Lo zi' Santi lo guardava da capo a piedi, quasi per persuadersi che colui che gli stava davanti agli occhi fosse proprio il giovane barbiere di quattr'anni fa, magro e mal vestito. Ricordava che era venuto a salutarlo: «Parto per l'America!» «Dio ti aiuti!» gli aveva risposto, con accento di compassione...
«Dunque?» fece Coda-pelata. «Pensateci bene. Si va via tra quindici giorni. Voialtri non dite niente?»
«Partiremo anche noi» riprese Stefano con voce più cupa del solito, e senza guardare in faccia il nonno, né la madre ritta in piedi, sempre appoggiata con le spalle allo stipite dell'uscio, immobile come una statua.
«E il danaro pel viaggio chi ve lo dà?»
«Venderemo un pezzo di terra», rispose Stefano al nonno.
«Non occorre», interruppe Coda-pelata. «C'è chi lo presta con la cautela del fondo... e anche della casa».
«Partiremo anche noi», replicò Stefano con voce più risoluta e più aspra. «Santi ed io!»
«Santi tra due anni deve andare soldato...»
«Verrà a posta».
«Oh, voi, don Carmine, accomodate le carte come vi piace!»
«Resto io con te, nonno! Ti terrò compagnia io, nonno, insieme con la mamma! Poi, quando Stefano e Santi saranno tornati ricchi, andrò anch'io a far quattrini».

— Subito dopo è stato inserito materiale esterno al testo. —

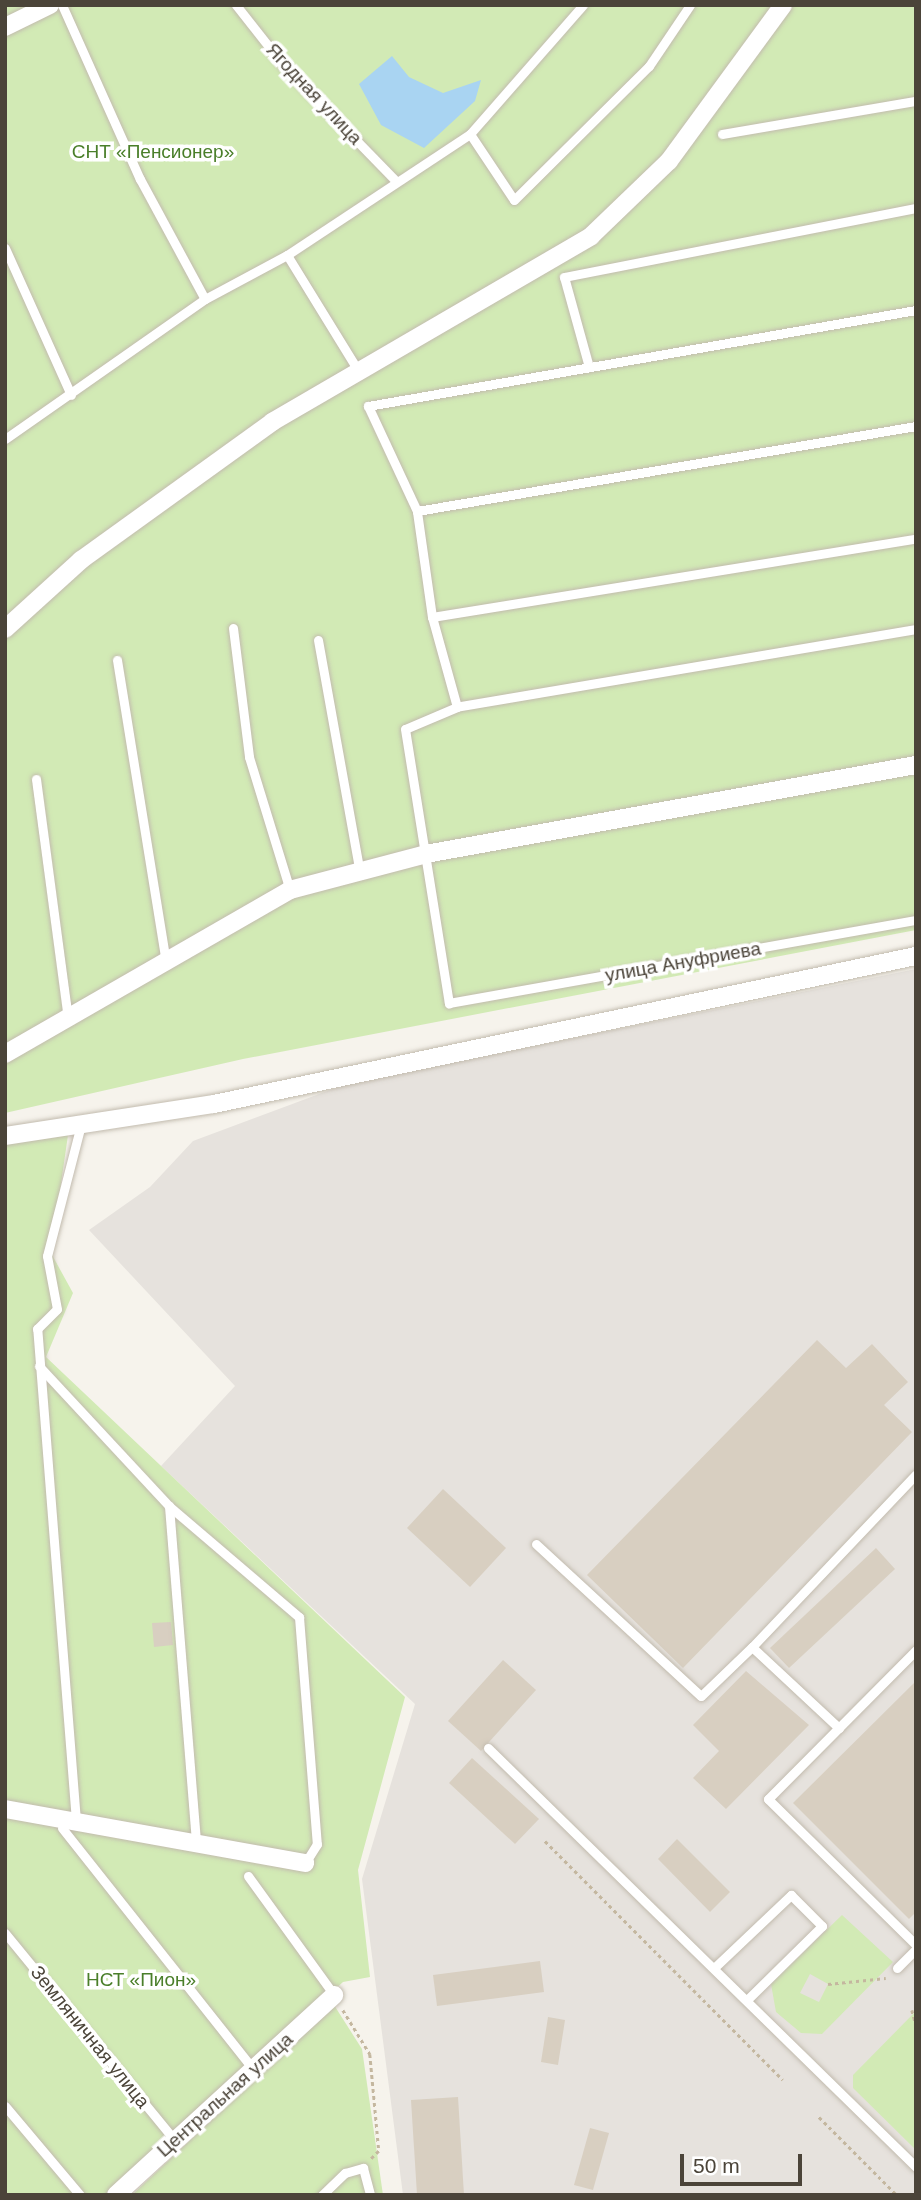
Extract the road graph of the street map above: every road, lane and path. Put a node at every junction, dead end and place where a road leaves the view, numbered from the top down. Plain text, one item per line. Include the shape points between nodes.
1 (50, 5) edge
2 (62, 5) edge
3 (236, 5) edge
4 (583, 5) edge
5 (690, 5) edge
6 (783, 5) edge
7 (5, 27) edge
8 (916, 101) edge
9 (470, 134) junction
10 (722, 134) dead end
11 (396, 180) junction
12 (916, 208) edge
13 (5, 248) edge
14 (287, 255) junction
15 (205, 299) junction
16 (916, 310) edge
17 (589, 367) junction
18 (357, 369) junction
19 (71, 395) junction
20 (916, 426) edge
21 (5, 439) edge
22 (418, 511) junction
23 (916, 539) edge
24 (432, 617) junction
25 (233, 628) dead end
26 (5, 629) edge
27 (916, 629) edge
28 (318, 640) dead end
29 (117, 660) dead end
30 (457, 707) junction
31 (916, 765) edge
32 (36, 779) dead end
33 (426, 854) junction
34 (360, 874) junction
35 (290, 890) junction
36 (916, 920) edge
37 (916, 956) edge
38 (166, 964) junction
39 (69, 1022) junction
40 (5, 1054) edge
41 (81, 1125) junction
42 (5, 1136) edge
43 (39, 1366) junction
44 (916, 1474) edge
45 (169, 1506) junction
46 (536, 1544) dead end
47 (752, 1647) junction
48 (916, 1650) edge
49 (838, 1728) junction
50 (488, 1748) dead end
51 (5, 1809) edge
52 (69, 1825) junction
53 (197, 1841) junction
54 (545, 1841) dead end
55 (305, 1863) joint
56 (248, 1876) dead end
57 (5, 1933) edge
58 (916, 1947) edge
59 (715, 1967) junction
60 (897, 1968) dead end
61 (886, 1979) dead end
62 (828, 1984) dead end
63 (334, 1995) junction
64 (748, 1998) junction
65 (912, 2010) dead end
66 (916, 2025) edge
67 (254, 2070) junction
68 (783, 2080) dead end
69 (5, 2106) edge
70 (819, 2117) dead end
71 (175, 2141) junction
72 (916, 2167) edge
73 (363, 2168) junction
74 (80, 2195) edge
75 (116, 2195) edge
76 (322, 2195) edge
77 (370, 2195) edge
78 (897, 2195) edge

1 - 7 street
2 - 15 lane via 140,179
3 - 11 lane, Ягодная улица via 284,66
4 - 9 lane
5 - 9 lane via 649,66 514,200
6 - 18 street via 632,202 591,236
8 - 10 lane
9 - 11 lane
11 - 14 lane
12 - 17 lane via 564,276
13 - 19 lane
14 - 15 lane
14 - 18 lane
15 - 19 lane
16 - 17 lane
17 - 22 lane via 368,406
18 - 26 street via 81,560
19 - 21 lane
20 - 22 lane
22 - 24 lane
23 - 24 lane
24 - 30 lane
25 - 35 lane via 249,757
27 - 30 lane
28 - 34 lane
29 - 38 lane
30 - 33 lane via 405,729
31 - 33 street
32 - 39 lane
33 - 34 street
33 - 36 lane, улица Ануфриева via 449,1003
34 - 35 street
35 - 38 street
37 - 41 street via 214,1104
38 - 39 street
39 - 40 street
41 - 42 street
41 - 43 lane via 47,1256 57,1309 37,1329
43 - 45 lane
43 - 52 lane
44 - 47 lane
45 - 53 lane
45 - 55 lane via 299,1616 317,1844
46 - 47 lane via 701,1696
47 - 49 lane
48 - 49 lane
49 - 58 lane via 768,1800
50 - 59 lane
51 - 52 street
52 - 53 street
52 - 67 lane
53 - 55 street
54 - 68 path
56 - 63 lane
57 - 71 lane, Земляничная улица
58 - 60 lane
59 - 64 lane
59 - 64 lane via 791,1895 822,1926
61 - 62 path
63 - 67 street, Центральная улица
63 - 73 path via 370,2054 379,2151
64 - 72 lane
65 - 66 path
67 - 71 street, Центральная улица
69 - 74 lane
70 - 78 path
71 - 75 street, Центральная улица
73 - 76 lane via 345,2173
73 - 77 lane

«Bravo Menu!» disse Coda-pelata, rizzandosi da sedere per prender commiato, accarezzando con la mano una spalla del ragazzo.
Lo zi' Santi era sbalordito, quasi le parole di Stefano: «Partiamo anche noi!» gli avessero dato una mazzata sulla testa.

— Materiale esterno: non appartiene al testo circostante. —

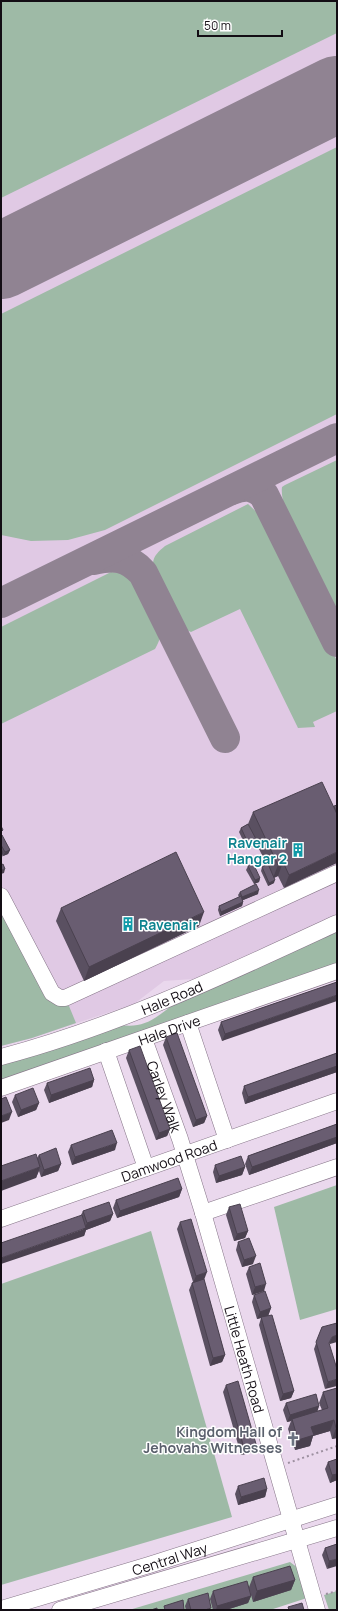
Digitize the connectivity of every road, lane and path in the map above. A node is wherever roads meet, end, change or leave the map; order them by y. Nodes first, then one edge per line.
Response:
1 (337, 873) edge
2 (1, 896) edge
3 (337, 923) edge
4 (337, 971) edge
5 (188, 1023) junction
6 (144, 1039) junction
7 (106, 1051) junction
8 (1, 1057) edge
9 (1, 1088) edge
10 (337, 1101) edge
11 (227, 1140) junction
12 (185, 1154) junction
13 (337, 1167) edge
14 (146, 1168) junction
15 (203, 1213) junction
16 (1, 1219) edge
17 (337, 1446) edge
18 (276, 1467) junction
19 (337, 1505) edge
20 (291, 1521) junction
21 (337, 1528) edge
22 (297, 1540) junction
23 (1, 1609) edge
24 (60, 1610) edge
25 (317, 1610) edge

1 - 2 street
3 - 8 street, Hale Road
4 - 5 street, Hale Drive
5 - 6 street, Hale Drive
5 - 11 street
6 - 7 street, Hale Drive
6 - 12 street, Carley Walk
7 - 9 street, Hale Drive
7 - 14 street
10 - 11 street, Damwood Road
11 - 12 street, Damwood Road
12 - 14 street, Damwood Road
12 - 15 street, Little Heath Road
13 - 15 street
14 - 16 street, Damwood Road
15 - 18 street, Little Heath Road
17 - 18 path
18 - 20 street, Little Heath Road
19 - 20 street, Central Way
20 - 22 street, Little Heath Road
20 - 23 street, Central Way
21 - 22 street, Central Way
22 - 24 street, Central Way
22 - 25 street, Little Heath Road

«Figli miei, perché volete andarvene?» disse la gnà Maricchia, col pianto nella gola.
«Perché?... Ma come?» rispose Stefano irosamente. «Avete sentito, avete visto, e vorreste che ci lasciassimo scappar di mano la fortuna? Dobbiamo stentare ancora, perdere la giovinezza e la salute su quei maledetti quattro sassi nella Nicchiara? Io son risoluto, vado in America. Se lui...» e si rivolse a Santi: «Perché stai muto tu?»

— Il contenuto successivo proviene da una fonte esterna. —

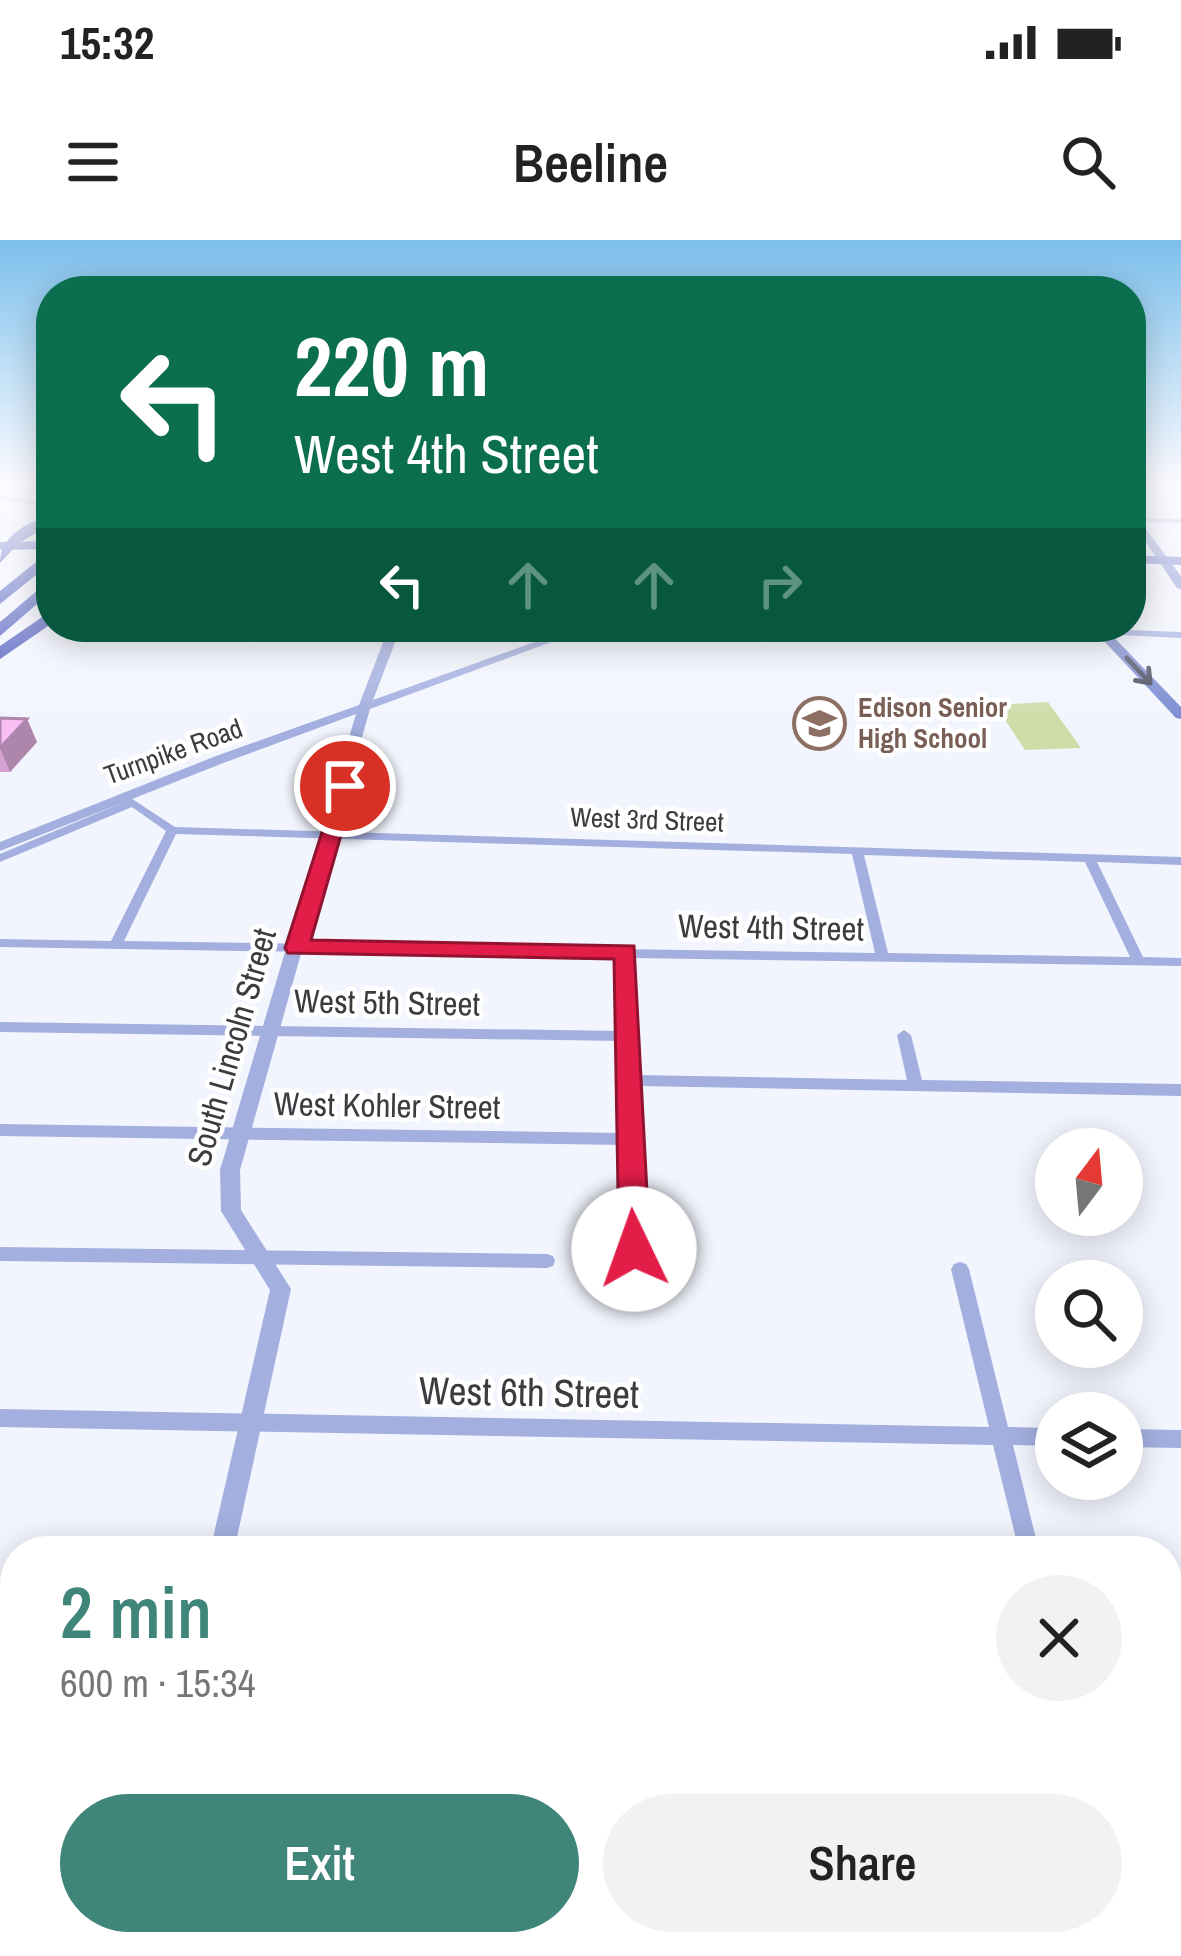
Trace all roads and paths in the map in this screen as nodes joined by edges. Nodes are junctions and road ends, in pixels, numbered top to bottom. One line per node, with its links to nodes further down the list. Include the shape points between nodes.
1 (1173, 563): 3 (main road)
2 (36, 568): 5 (highway)
3 (1181, 585)
4 (36, 598): 7 (highway)
5 (0, 599)
6 (36, 627): 13 (highway)
7 (0, 631)
8 (1146, 632): 9 (street)
9 (1181, 634)
10 (389, 642): 14 (street, South Lincoln Street)
11 (540, 642): 14 (street, Turnpike Road)
12 (1111, 642): 15 (main road, one-way to 15)
13 (0, 653)
14 (364, 706): 16 (street, Turnpike Road); 18 (street, South Lincoln Street)
15 (1181, 716)
16 (127, 799): 17 (street); 19 (street, Turnpike Road); 21 (street)
17 (172, 830): 18 (street, West 3rd Street); 25 (street)
18 (330, 832): 20 (street, West 3rd Street); 26 (street, South Lincoln Street)
19 (0, 847)
20 (857, 850): 22 (street, West 3rd Street); 28 (street)
21 (0, 858)
22 (1089, 858): 23 (street, West 3rd Street); 29 (street)
23 (1181, 861)
24 (0, 943): 25 (street, West 4th Street)
25 (115, 945): 26 (street, West 4th Street)
26 (297, 948): 27 (street, West 4th Street); 32 (street, South Lincoln Street)
27 (626, 952): 28 (street, West 4th Street); 34 (street)
28 (882, 956): 29 (street, West 4th Street)
29 (1139, 962): 30 (street, West 4th Street)
30 (1181, 962)
31 (0, 1027): 32 (street, West 5th Street)
32 (272, 1031): 34 (street, West 5th Street); 39 (street, South Lincoln Street)
33 (904, 1035): 36 (street)
34 (629, 1036): 35 (street)
35 (630, 1080): 36 (street); 40 (street)
36 (916, 1085): 37 (street)
37 (1181, 1090)
38 (0, 1130): 39 (street, West Kohler Street)
39 (241, 1133): 40 (street, West Kohler Street); 43 (street, South Lincoln Street, via 228,1194)
40 (630, 1139): 41 (street)
41 (634, 1249)
42 (0, 1254): 43 (street)
43 (260, 1258): 44 (street); 47 (street, South Lincoln Street, via 281,1289)
44 (548, 1262)
45 (961, 1269): 48 (street)
46 (0, 1418): 47 (street, West 6th Street)
47 (251, 1423): 48 (street, West 6th Street); 52 (street, South Lincoln Street)
48 (1000, 1436): 49 (street, West 6th Street); 53 (street)
49 (1035, 1437)
50 (1143, 1438): 51 (street)
51 (1181, 1439)
52 (225, 1536)
53 (1025, 1536)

«Nonno, mamma, se ci volete bene, lasciateci andare!» supplicò Santi. E gli tremava la voce.
Nessuno più disse niente. Parve che in quel giorno e negli altri che seguirono un silenzio di profonda tristezza incombesse sulla casa dei Lamanna, quasi vi fosse accaduta una grande sventura.
Menu aveva tentato di fare ridere il nonno, dicendo: «Nonno, avresti dovuto farti raccontare la storia dello ziff-zaff-ziff!»
Ma il nonno era rimasto a capo chino, con gli occhi socchiusi e le mani sulle ginocchia. La gnà Maricchia andava attorno per le faccende di casa, e di tratto in tratto si asciugava gli occhi con la cocca del grembiule. Stefano e Santi erano ripartiti zitti zitti per la Nicchiara.